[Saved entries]
== Segment start ==
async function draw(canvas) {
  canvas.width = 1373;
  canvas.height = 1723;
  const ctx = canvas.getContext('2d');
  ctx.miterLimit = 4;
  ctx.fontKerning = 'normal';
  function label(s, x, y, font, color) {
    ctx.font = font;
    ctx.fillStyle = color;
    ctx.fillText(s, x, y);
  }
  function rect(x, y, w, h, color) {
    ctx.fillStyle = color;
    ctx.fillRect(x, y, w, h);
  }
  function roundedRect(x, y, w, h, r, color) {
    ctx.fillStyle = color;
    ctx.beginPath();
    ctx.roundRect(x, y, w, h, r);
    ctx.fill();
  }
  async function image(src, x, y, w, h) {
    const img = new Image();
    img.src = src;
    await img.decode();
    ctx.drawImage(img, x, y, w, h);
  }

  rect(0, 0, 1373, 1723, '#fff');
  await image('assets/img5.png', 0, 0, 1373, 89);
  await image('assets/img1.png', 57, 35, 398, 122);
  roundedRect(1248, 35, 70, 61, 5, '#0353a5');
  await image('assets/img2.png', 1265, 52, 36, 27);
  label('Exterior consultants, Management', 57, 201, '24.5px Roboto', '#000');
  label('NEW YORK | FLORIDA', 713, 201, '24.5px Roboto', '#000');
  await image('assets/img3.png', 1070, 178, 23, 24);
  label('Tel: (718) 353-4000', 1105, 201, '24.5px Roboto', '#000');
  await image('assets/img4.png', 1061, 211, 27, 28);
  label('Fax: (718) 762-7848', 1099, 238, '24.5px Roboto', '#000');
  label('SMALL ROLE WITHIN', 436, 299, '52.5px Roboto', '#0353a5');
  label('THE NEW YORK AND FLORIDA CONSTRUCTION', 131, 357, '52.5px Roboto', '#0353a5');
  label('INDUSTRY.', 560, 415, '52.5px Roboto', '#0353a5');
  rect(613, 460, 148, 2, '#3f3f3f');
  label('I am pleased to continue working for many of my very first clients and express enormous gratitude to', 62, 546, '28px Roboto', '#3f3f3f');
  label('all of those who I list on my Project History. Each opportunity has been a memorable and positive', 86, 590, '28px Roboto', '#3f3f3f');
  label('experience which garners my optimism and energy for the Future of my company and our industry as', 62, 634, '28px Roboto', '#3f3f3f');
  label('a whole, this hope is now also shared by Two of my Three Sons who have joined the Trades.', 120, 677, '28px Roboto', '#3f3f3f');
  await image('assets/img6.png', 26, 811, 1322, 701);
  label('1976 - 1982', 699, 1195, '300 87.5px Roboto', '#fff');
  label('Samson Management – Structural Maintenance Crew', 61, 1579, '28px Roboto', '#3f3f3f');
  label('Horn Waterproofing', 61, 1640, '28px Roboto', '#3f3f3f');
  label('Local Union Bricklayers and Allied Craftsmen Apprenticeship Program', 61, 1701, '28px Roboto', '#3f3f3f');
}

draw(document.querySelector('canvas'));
== Segment end ==
## TASK REQUIREMENTS
State how many lines in the entries above include the word "async"; reply with the number alone.

## ANSWER TO THE EXERCISE
2